Wie soll man dieses Angeödetsein von etwas beschreiben, was einen immer interessiert, gepackt, mitgenommen hat? Fußball also, da ist nun dieses Champions-League-Finale, große Sache eigentlich, Real gegen Juventus, Khedira, Kroos, Ronaldo, der im vergangenen Jahr, wie es heißt, 32 Millionen Dollar allein mit Werbung verdiente, ach ja … Auf einmal ist da dieses Empfinden: Was soll’s?

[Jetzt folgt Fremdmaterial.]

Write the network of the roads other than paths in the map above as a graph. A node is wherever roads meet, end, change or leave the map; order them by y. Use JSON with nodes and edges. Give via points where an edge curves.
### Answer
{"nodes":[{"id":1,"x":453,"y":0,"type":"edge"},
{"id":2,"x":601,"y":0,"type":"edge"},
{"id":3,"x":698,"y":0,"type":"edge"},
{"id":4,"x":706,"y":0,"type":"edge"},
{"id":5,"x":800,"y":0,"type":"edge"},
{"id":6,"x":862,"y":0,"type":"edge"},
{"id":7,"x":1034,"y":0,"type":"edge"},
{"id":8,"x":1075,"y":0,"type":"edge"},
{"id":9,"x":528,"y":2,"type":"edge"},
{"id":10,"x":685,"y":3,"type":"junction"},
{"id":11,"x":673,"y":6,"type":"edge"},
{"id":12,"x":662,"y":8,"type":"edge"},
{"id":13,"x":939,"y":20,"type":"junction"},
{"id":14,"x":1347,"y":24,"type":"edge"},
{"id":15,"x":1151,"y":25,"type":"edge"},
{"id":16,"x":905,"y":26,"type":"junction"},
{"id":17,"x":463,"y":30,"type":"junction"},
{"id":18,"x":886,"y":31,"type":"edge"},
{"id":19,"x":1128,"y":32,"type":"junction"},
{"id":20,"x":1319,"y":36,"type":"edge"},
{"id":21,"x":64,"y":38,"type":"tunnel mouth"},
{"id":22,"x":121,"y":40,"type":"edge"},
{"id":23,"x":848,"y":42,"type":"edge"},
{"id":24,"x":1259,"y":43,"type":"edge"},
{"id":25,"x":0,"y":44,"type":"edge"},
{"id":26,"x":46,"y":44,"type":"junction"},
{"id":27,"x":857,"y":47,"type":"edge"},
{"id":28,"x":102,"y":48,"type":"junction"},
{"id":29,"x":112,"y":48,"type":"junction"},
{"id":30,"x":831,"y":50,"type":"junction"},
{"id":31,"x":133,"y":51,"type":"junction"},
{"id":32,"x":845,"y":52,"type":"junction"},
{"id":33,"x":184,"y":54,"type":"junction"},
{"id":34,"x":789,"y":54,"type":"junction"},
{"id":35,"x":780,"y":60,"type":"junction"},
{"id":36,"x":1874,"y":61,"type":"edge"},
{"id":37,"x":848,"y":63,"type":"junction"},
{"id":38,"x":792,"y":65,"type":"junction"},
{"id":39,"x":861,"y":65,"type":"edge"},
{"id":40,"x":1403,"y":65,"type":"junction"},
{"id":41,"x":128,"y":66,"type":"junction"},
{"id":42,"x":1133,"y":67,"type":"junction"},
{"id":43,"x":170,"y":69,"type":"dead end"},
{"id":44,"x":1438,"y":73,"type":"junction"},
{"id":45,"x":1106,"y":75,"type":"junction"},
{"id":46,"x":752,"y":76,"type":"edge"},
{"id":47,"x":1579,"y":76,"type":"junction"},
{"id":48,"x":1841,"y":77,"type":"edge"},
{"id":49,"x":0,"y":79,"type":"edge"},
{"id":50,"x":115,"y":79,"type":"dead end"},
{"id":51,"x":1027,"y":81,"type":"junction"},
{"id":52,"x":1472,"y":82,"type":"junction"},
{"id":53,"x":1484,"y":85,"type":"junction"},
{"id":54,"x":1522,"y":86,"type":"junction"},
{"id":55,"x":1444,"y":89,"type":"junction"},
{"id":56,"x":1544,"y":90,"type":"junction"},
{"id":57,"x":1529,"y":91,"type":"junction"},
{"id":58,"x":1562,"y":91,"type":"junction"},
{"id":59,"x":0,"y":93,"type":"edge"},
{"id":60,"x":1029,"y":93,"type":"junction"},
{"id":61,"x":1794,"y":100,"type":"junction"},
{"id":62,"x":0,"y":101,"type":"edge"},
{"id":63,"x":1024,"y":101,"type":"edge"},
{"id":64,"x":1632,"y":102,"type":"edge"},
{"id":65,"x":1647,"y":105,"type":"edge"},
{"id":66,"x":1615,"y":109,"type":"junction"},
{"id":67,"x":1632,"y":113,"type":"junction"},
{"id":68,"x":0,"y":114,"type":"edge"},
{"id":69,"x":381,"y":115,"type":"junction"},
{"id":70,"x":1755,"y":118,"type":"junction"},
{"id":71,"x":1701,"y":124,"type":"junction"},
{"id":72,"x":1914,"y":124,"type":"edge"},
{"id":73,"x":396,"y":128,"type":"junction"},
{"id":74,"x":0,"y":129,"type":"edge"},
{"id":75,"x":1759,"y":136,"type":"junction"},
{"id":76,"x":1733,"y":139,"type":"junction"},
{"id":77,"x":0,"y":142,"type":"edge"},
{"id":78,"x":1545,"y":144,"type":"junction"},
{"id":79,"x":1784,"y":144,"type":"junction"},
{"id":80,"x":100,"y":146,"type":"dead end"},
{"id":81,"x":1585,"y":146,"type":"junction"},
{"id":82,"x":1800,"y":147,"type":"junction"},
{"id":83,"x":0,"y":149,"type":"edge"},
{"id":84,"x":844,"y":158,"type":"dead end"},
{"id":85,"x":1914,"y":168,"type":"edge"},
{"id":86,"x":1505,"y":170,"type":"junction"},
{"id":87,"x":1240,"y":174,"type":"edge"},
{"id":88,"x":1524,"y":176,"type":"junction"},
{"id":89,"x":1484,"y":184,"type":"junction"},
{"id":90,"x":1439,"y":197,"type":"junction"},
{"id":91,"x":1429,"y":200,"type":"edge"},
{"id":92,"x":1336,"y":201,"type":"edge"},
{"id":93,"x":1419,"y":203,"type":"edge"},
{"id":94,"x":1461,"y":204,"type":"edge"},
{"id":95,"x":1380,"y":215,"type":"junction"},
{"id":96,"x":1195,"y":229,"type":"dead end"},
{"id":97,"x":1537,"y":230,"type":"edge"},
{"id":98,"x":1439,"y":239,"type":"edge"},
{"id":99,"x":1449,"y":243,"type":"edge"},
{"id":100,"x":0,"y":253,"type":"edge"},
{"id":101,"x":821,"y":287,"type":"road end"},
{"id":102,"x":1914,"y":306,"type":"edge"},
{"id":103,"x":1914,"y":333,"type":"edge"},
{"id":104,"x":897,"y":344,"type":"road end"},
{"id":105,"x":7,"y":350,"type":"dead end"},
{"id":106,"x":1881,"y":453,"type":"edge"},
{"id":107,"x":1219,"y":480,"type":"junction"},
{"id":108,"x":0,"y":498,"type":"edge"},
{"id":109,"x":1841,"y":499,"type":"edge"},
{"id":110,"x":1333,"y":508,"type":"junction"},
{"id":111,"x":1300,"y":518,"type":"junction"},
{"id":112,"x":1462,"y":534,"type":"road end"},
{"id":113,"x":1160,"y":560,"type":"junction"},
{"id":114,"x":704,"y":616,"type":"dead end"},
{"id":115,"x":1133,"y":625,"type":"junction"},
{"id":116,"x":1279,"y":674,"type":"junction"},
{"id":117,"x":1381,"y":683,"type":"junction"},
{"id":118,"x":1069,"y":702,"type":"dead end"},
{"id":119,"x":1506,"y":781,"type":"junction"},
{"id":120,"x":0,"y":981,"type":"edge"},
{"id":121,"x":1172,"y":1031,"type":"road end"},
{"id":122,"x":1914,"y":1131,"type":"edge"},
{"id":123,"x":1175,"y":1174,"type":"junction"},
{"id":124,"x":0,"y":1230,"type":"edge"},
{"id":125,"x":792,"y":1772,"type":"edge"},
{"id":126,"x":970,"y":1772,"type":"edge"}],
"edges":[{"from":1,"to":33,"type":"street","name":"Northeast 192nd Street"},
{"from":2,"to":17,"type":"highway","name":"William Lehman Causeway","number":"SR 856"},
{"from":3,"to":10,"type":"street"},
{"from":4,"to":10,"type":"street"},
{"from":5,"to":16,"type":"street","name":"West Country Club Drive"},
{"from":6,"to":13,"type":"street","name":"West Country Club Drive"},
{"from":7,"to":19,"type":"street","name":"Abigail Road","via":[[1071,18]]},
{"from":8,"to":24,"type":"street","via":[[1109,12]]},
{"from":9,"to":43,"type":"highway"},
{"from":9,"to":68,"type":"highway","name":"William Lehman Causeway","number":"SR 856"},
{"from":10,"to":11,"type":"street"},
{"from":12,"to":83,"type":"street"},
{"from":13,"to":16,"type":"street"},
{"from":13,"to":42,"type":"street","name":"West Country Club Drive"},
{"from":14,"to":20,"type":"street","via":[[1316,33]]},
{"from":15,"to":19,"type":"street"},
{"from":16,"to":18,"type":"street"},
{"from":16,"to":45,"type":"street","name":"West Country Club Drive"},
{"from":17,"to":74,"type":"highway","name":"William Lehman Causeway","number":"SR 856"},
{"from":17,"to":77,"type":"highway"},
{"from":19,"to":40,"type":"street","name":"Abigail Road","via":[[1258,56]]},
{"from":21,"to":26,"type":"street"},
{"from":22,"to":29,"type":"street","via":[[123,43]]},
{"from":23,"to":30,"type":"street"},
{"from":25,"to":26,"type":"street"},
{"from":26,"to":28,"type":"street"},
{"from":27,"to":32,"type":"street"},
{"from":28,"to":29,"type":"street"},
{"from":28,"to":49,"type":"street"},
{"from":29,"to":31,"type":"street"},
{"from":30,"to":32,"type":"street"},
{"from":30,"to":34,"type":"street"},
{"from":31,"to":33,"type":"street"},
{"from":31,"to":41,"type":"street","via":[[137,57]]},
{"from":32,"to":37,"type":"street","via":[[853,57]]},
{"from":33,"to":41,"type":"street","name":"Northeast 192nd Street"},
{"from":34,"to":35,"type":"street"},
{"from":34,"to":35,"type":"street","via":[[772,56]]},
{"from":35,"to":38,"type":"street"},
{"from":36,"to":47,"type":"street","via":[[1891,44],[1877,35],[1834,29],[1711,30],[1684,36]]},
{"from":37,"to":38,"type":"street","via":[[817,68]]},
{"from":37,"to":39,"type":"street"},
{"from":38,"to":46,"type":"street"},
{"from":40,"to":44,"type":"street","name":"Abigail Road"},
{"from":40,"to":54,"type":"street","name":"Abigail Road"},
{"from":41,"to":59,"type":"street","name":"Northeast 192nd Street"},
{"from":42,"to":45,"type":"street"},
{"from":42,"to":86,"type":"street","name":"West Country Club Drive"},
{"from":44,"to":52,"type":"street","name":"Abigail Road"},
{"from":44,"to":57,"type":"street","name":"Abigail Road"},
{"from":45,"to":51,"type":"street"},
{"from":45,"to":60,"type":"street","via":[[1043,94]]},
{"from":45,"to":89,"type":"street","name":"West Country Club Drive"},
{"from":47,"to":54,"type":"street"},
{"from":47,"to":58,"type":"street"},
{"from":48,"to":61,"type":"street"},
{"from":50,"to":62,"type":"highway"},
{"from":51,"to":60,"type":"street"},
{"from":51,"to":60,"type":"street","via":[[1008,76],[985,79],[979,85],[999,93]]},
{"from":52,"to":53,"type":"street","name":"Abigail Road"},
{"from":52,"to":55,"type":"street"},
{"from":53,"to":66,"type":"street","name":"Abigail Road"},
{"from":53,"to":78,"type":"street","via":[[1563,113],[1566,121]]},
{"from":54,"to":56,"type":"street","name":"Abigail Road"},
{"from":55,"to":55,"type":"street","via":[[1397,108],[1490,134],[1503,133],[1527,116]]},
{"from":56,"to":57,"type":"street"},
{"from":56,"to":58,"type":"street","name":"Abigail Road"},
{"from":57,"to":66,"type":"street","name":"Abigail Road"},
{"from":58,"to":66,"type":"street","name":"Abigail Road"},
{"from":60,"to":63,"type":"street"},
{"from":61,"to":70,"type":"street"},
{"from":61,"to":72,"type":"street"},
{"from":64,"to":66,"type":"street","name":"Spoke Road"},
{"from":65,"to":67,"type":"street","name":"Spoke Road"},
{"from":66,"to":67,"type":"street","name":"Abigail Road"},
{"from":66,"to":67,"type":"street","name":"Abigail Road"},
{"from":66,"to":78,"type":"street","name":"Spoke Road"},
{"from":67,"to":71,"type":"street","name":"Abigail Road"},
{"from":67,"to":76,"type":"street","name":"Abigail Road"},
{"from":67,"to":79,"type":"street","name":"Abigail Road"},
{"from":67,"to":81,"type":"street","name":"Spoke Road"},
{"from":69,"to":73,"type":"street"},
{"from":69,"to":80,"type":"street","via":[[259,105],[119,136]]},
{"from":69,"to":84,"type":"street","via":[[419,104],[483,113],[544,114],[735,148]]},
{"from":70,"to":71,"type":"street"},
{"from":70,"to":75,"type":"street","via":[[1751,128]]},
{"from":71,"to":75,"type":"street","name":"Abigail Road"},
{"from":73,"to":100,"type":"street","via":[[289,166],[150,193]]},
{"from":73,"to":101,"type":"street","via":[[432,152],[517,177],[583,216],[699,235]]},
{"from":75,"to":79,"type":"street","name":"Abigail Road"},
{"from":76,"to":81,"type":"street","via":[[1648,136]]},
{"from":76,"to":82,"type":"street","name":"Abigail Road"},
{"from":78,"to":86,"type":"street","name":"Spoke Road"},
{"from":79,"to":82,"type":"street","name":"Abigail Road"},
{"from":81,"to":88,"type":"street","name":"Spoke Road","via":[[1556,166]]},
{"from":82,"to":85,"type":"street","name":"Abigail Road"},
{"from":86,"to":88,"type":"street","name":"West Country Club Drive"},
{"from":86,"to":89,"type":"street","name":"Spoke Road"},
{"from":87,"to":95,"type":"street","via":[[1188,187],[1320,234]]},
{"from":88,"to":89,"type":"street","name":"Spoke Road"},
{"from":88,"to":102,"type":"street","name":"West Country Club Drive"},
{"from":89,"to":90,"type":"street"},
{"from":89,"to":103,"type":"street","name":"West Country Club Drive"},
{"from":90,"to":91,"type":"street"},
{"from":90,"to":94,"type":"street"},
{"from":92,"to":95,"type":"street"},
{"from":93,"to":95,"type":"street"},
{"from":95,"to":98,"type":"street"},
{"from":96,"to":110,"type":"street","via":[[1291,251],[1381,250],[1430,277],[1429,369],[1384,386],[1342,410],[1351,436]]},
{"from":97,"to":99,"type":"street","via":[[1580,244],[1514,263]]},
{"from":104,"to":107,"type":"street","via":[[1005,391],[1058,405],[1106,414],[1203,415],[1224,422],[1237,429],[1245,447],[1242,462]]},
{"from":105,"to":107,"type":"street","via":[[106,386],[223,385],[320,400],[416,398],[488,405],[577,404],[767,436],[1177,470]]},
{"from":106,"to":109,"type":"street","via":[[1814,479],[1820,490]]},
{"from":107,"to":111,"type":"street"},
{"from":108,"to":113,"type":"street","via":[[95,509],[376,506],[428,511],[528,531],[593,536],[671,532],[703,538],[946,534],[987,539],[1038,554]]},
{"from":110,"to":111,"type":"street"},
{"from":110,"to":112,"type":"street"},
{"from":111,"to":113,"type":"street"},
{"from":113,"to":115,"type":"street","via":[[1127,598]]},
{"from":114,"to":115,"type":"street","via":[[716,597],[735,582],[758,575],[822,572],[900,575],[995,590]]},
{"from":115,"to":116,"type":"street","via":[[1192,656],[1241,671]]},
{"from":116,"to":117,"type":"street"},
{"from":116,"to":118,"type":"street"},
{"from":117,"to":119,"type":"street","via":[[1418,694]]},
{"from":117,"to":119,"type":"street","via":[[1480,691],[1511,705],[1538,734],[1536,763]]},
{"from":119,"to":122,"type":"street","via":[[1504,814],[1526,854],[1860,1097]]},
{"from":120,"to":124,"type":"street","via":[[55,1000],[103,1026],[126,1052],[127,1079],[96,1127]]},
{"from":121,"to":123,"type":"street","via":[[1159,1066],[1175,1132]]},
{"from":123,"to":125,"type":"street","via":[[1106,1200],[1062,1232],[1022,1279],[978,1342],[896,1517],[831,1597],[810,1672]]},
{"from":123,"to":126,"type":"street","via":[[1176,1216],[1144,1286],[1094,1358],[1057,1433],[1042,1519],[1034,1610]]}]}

Dann kommt der Confed Cup in Russland, tja. In Sotschi gab es 2014 Winterspiele, bei denen der örtliche Geheimdienst Doping generalstabsmäßig organisierte, die russische Sportführung hängt ständig in seltsamen Machenschaften drin, immerzu wird alles geleugnet. 2018 kommt die WM in Russland, 2022 die in Katar, was geht’s eigentlich mich an? Wie viele Artikel über die widerwärtigsten Betrugsmethoden, über die Unersättlichkeit des Weltfußballverbandes, über die Korruption im Internationalen Olympischen Komitee, über die maßlosen Geldschiebereien im Profi-Fußball, über Gewalt in Stadien, über Steuersparspielchen von Messi, Ronaldo und anderen werde ich bis dahin noch lesen? Oder nur überfliegen, es ist ja immer das gleiche? Oder angekotzt beiseitelegen?

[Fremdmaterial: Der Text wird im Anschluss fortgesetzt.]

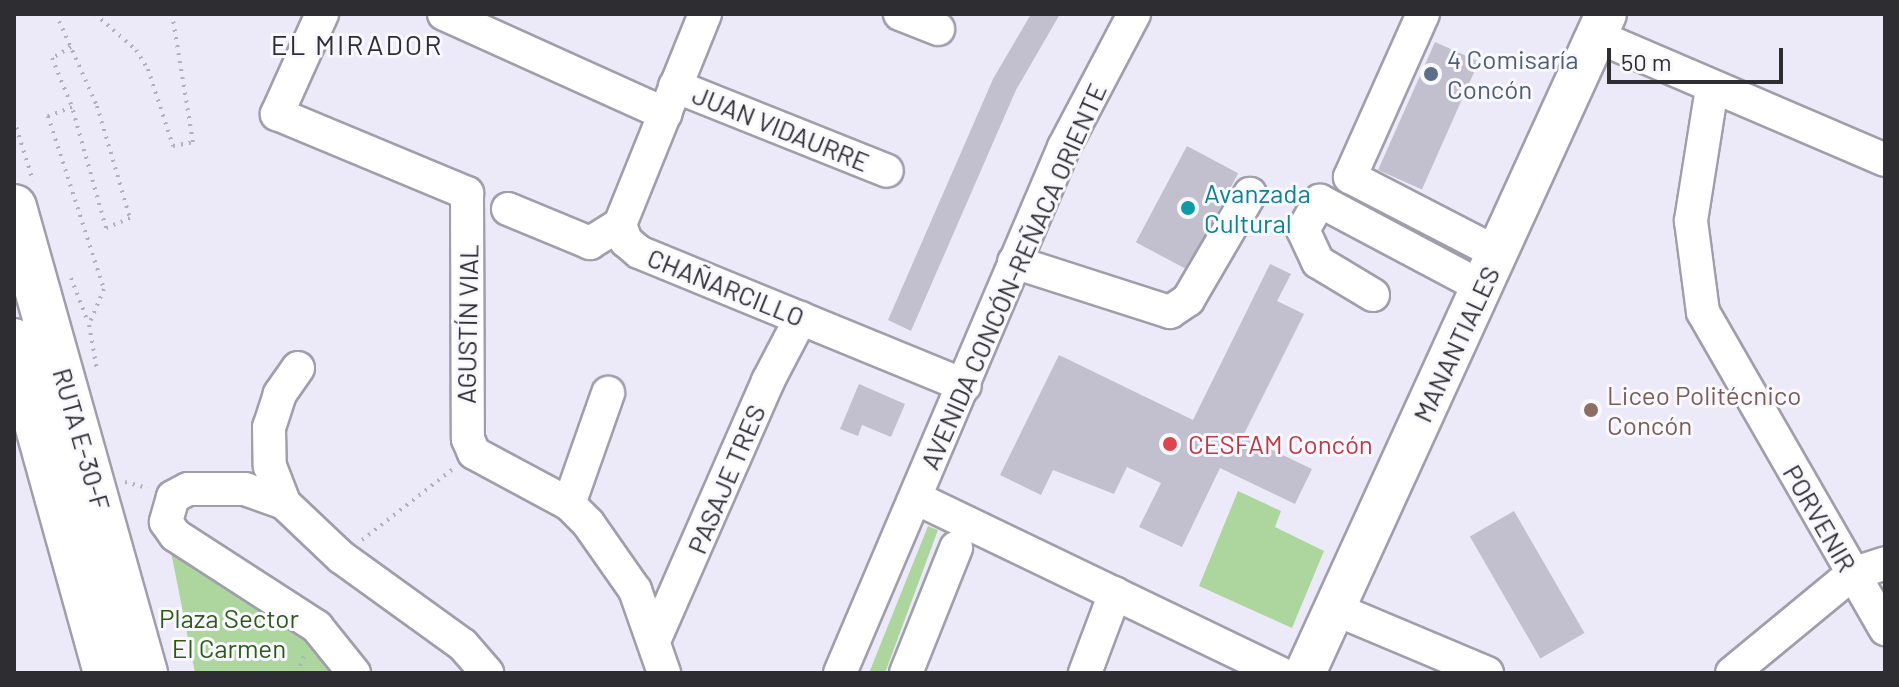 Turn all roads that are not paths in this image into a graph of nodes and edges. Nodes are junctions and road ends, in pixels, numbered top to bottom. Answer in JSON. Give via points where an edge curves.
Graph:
{"nodes":[{"id":1,"x":322,"y":14,"type":"edge"},
{"id":2,"x":444,"y":14,"type":"edge"},
{"id":3,"x":705,"y":14,"type":"edge"},
{"id":4,"x":900,"y":14,"type":"edge"},
{"id":5,"x":1134,"y":14,"type":"edge"},
{"id":6,"x":1423,"y":14,"type":"edge"},
{"id":7,"x":1601,"y":25,"type":"edge"},
{"id":8,"x":938,"y":29,"type":"dead end"},
{"id":9,"x":1712,"y":88,"type":"junction"},
{"id":10,"x":670,"y":100,"type":"junction"},
{"id":11,"x":1885,"y":160,"type":"edge"},
{"id":12,"x":887,"y":171,"type":"dead end"},
{"id":13,"x":1250,"y":194,"type":"dead end"},
{"id":14,"x":14,"y":207,"type":"edge"},
{"id":15,"x":508,"y":209,"type":"dead end"},
{"id":16,"x":620,"y":224,"type":"junction"},
{"id":17,"x":1014,"y":262,"type":"junction"},
{"id":18,"x":1490,"y":270,"type":"junction"},
{"id":19,"x":1373,"y":295,"type":"dead end"},
{"id":20,"x":801,"y":318,"type":"junction"},
{"id":21,"x":14,"y":341,"type":"edge"},
{"id":22,"x":298,"y":368,"type":"dead end"},
{"id":23,"x":965,"y":386,"type":"junction"},
{"id":24,"x":608,"y":393,"type":"dead end"},
{"id":25,"x":916,"y":498,"type":"junction"},
{"id":26,"x":284,"y":503,"type":"junction"},
{"id":27,"x":569,"y":504,"type":"junction"},
{"id":28,"x":956,"y":548,"type":"dead end"},
{"id":29,"x":1885,"y":563,"type":"edge"},
{"id":30,"x":1852,"y":574,"type":"junction"},
{"id":31,"x":1115,"y":593,"type":"junction"},
{"id":32,"x":1335,"y":609,"type":"junction"},
{"id":33,"x":1885,"y":629,"type":"edge"},
{"id":34,"x":654,"y":641,"type":"junction"},
{"id":35,"x":106,"y":673,"type":"edge"},
{"id":36,"x":145,"y":673,"type":"edge"},
{"id":37,"x":354,"y":673,"type":"edge"},
{"id":38,"x":487,"y":673,"type":"edge"},
{"id":39,"x":664,"y":673,"type":"edge"},
{"id":40,"x":840,"y":673,"type":"edge"},
{"id":41,"x":906,"y":673,"type":"edge"},
{"id":42,"x":1085,"y":673,"type":"edge"},
{"id":43,"x":1279,"y":673,"type":"edge"},
{"id":44,"x":1305,"y":673,"type":"edge"},
{"id":45,"x":1487,"y":673,"type":"edge"},
{"id":46,"x":1732,"y":673,"type":"edge"}],
"edges":[{"from":1,"to":27,"type":"street","name":"AGUSTÍN VIAL","via":[[277,114],[467,193],[471,316],[466,423],[474,453]]},
{"from":2,"to":10,"type":"street","name":"JUAN VIDAURRE"},
{"from":3,"to":10,"type":"street","name":"CHAÑARCILLO"},
{"from":4,"to":8,"type":"street"},
{"from":5,"to":17,"type":"street","name":"AVENIDA CONCÓN-REÑACA ORIENTE","via":[[1064,147]]},
{"from":6,"to":18,"type":"street","via":[[1350,177]]},
{"from":7,"to":9,"type":"street"},
{"from":7,"to":18,"type":"main road","name":"MANANTIALES"},
{"from":9,"to":11,"type":"street"},
{"from":9,"to":30,"type":"street","name":"PORVENIR","via":[[1691,221],[1703,312]]},
{"from":10,"to":12,"type":"street","name":"JUAN VIDAURRE"},
{"from":10,"to":16,"type":"street","name":"CHAÑARCILLO"},
{"from":13,"to":17,"type":"street","via":[[1188,300],[1170,312]]},
{"from":14,"to":36,"type":"highway","name":"RUTA E-30-F"},
{"from":15,"to":16,"type":"street","via":[[590,243]]},
{"from":16,"to":20,"type":"street","name":"CHAÑARCILLO","via":[[626,241],[639,252]]},
{"from":17,"to":23,"type":"street","name":"AVENIDA CONCÓN-REÑACA ORIENTE"},
{"from":18,"to":19,"type":"street","via":[[1320,201],[1303,230],[1318,262]]},
{"from":18,"to":32,"type":"main road","name":"MANANTIALES"},
{"from":20,"to":23,"type":"street","name":"CHAÑARCILLO"},
{"from":20,"to":34,"type":"street","name":"PASAJE TRES"},
{"from":21,"to":35,"type":"highway","name":"RUTA E-30-F"},
{"from":22,"to":26,"type":"street","via":[[280,394],[269,427],[270,466]]},
{"from":23,"to":25,"type":"street","name":"AVENIDA CONCÓN-REÑACA ORIENTE"},
{"from":24,"to":27,"type":"street"},
{"from":25,"to":31,"type":"street"},
{"from":25,"to":40,"type":"street","name":"AVENIDA CONCÓN-REÑACA ORIENTE"},
{"from":26,"to":37,"type":"street","via":[[245,489],[188,489],[169,502],[166,522],[175,535],[317,627]]},
{"from":26,"to":38,"type":"street","via":[[341,557],[463,645]]},
{"from":27,"to":34,"type":"street","via":[[615,556]]},
{"from":28,"to":41,"type":"street"},
{"from":29,"to":30,"type":"street"},
{"from":30,"to":33,"type":"street","name":"PORVENIR"},
{"from":30,"to":46,"type":"street"},
{"from":31,"to":42,"type":"street"},
{"from":31,"to":43,"type":"street"},
{"from":32,"to":44,"type":"main road","name":"MANANTIALES"},
{"from":32,"to":45,"type":"street"},
{"from":34,"to":39,"type":"street"}]}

Das Gefühl ist: Man hat sich etwas angeeignet, was einmal uns gehörte. Man hat es uns genommen. Was tun wir? Wo bleibt die Revolution? Warum lassen wir uns das gefallen? Dazu Folgendes: In Magdeburg fanden kürzlich Meisterschaften im Roboter-Fußball statt, im Juli wird die WM in Nagoya/Japan folgen, eine Mannschaft von der Uni Bremen ist Titelverteidiger. Fachleute sagen, im Jahr 2050, in 33 Jahren also, wird eine Fußball-Mannschaft aus Robotern den dann amtierenden Menschen-Weltmeister schlagen.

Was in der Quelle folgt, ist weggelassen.